Inorder Successor of a node in Binary Tree

Given a binary tree and a node, we need to write a program to find inorder successor of this node.

Inorder Successor of a node in binary tree is the next node in Inorder traversal of the Binary Tree. Inorder Successor is NULL for the last node in Inoorder traversal.

In the above diagram, inorder successor of node 4 is 2 and node 5 is 1.

We have already discussed how to find the inorder successor of a node in Binary Search Tree. We can not use the same approach to find the inorder successor in general Binary trees.
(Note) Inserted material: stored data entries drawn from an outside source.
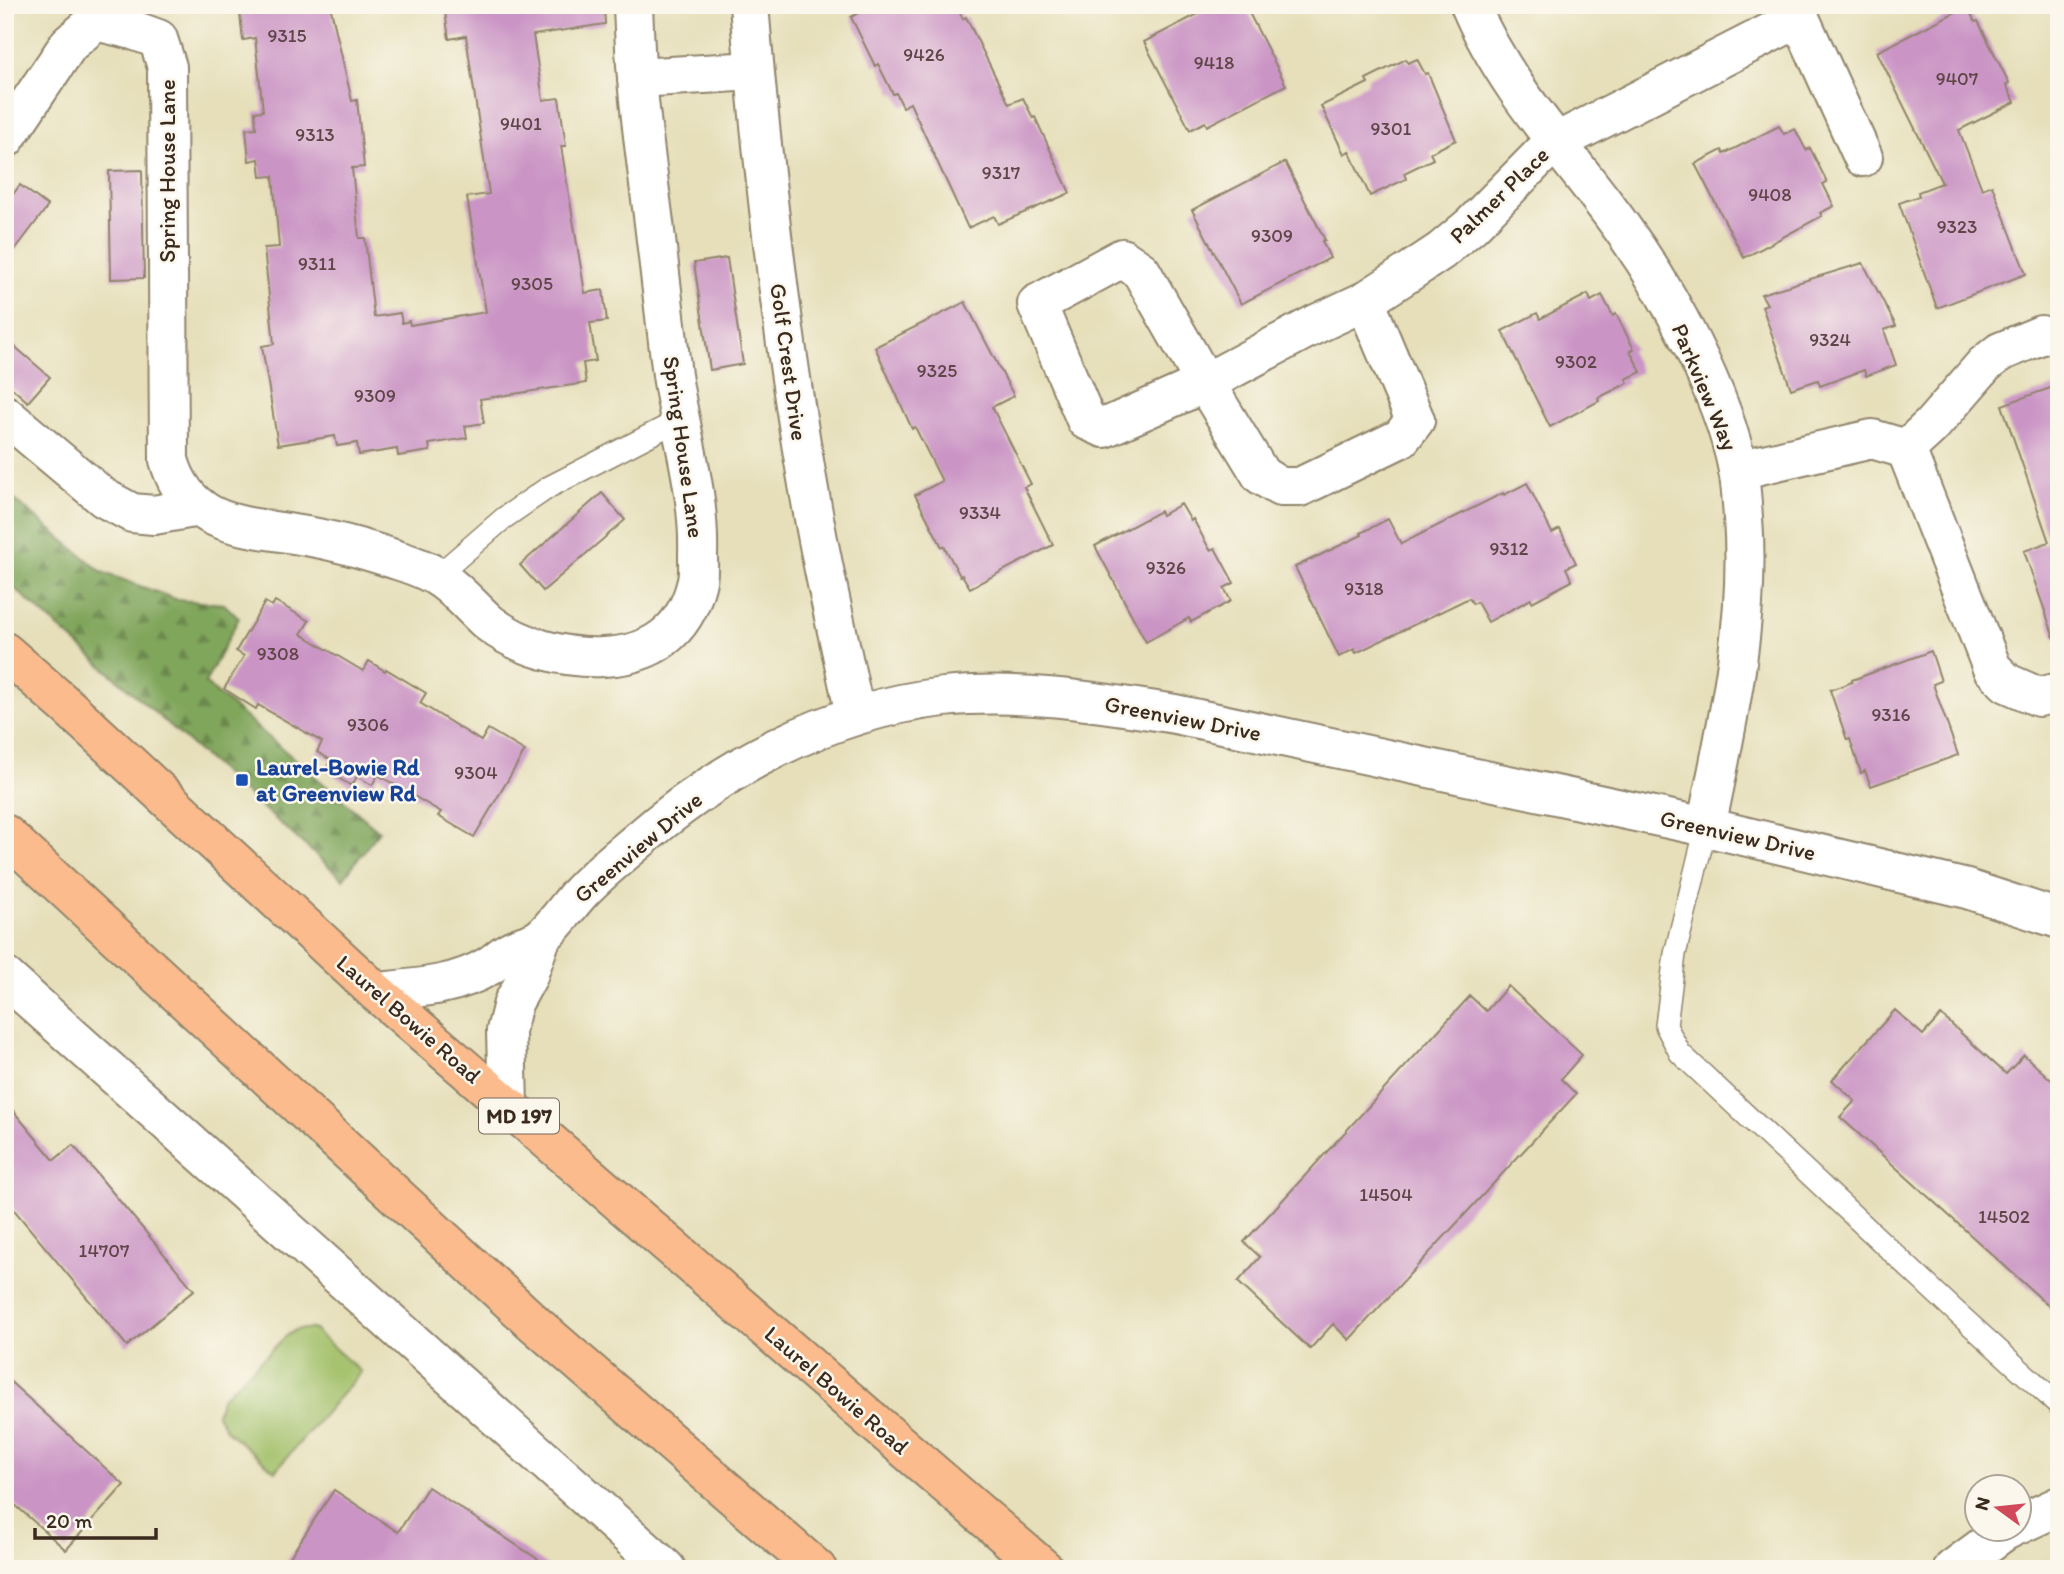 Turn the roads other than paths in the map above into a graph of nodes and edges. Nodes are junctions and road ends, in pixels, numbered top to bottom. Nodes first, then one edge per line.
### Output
1 (633, 5) edge
2 (749, 5) edge
3 (1470, 5) edge
4 (1797, 12) edge
5 (754, 71) junction
6 (637, 78) junction
7 (5, 139) edge
8 (1555, 143) junction
9 (1863, 157) dead end
10 (1365, 301) junction
11 (2041, 335) dead end
12 (1205, 383) junction
13 (5, 415) edge
14 (681, 419) junction
15 (1889, 444) junction
16 (1738, 470) junction
17 (199, 507) junction
18 (437, 576) junction
19 (5, 652) edge
20 (2059, 692) edge
21 (855, 715) junction
22 (1706, 827) junction
23 (5, 834) edge
24 (2059, 919) edge
25 (541, 938) junction
26 (5, 977) edge
27 (376, 992) junction
28 (508, 1106) junction
29 (2059, 1405) edge
30 (2059, 1506) edge
31 (2032, 1519) edge
32 (1989, 1542) edge
33 (666, 1569) edge
34 (817, 1569) edge
35 (1044, 1569) edge
36 (1953, 1569) edge

1 - 6 street, Spring House Lane
2 - 5 street, Golf Crest Drive
3 - 8 street, Parkview Way
4 - 8 street, Palmer Place
4 - 9 street
5 - 6 street
5 - 21 street, Golf Crest Drive
6 - 14 street, Spring House Lane
7 - 17 street, Spring House Lane
8 - 10 street, Palmer Place
8 - 16 street, Parkview Way
10 - 12 street, Palmer Place
10 - 12 street
11 - 15 street
12 - 12 street, Palmer Place
13 - 17 street
14 - 18 lane
14 - 18 street, Spring House Lane
15 - 16 street
15 - 20 street
16 - 22 street, Parkview Way
17 - 18 street, Spring House Lane
19 - 27 main road, Laurel Bowie Road / MD 197
21 - 22 street, Greenview Drive
21 - 25 street, Greenview Drive
22 - 24 street, Greenview Drive
22 - 29 lane
23 - 34 main road
25 - 27 street, Greenview Drive
25 - 28 street
26 - 33 street
27 - 28 main road, Laurel Bowie Road / MD 197
28 - 35 main road, Laurel Bowie Road / MD 197
30 - 31 street
32 - 36 street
We need to take care of 3 cases for any node to find its inorder successor as described below:

  1. Right child of node is not NULL. If the right child of the node is not NULL then the inorder successor of this node will be the leftmost node in it’s right subtree.
  2. Right Child of the node is NULL. If the right child of node is NULL. Then we keep finding the parent of the given node x, say p such that p->left = x. For example in the above given tree, inorder successor of node 5 will be 1. First parent of 5 is 2 but 2->left != 5. So next parent of 2 is 1, now 1->left = 2. Therefore, inorder successor of 5 is 1.
    Below is the algorithm for this case:

    • Suppose the given node is x. Start traversing the tree from root node to find x recursively.
    • If root == x, stop recursion otherwise find x recursively for left and right subtrees.
    • Now after finding the node x, recur­sion will back­track to the root. Every recursive call will return the node itself to the calling function, we will store this in a temporary node say temp.Now, when it back­tracked to its par­ent which will be root now, check whether root.left = temp, if not , keep going up
    • .

  3. If node is the rightmost node. If the node is the rightmost node in the given tree. For example, in the above tree node 6 is the right most node. In this case, there will be no inorder successor of this node. i.e. Inorder Successor of the rightmost node in a tree is NULL.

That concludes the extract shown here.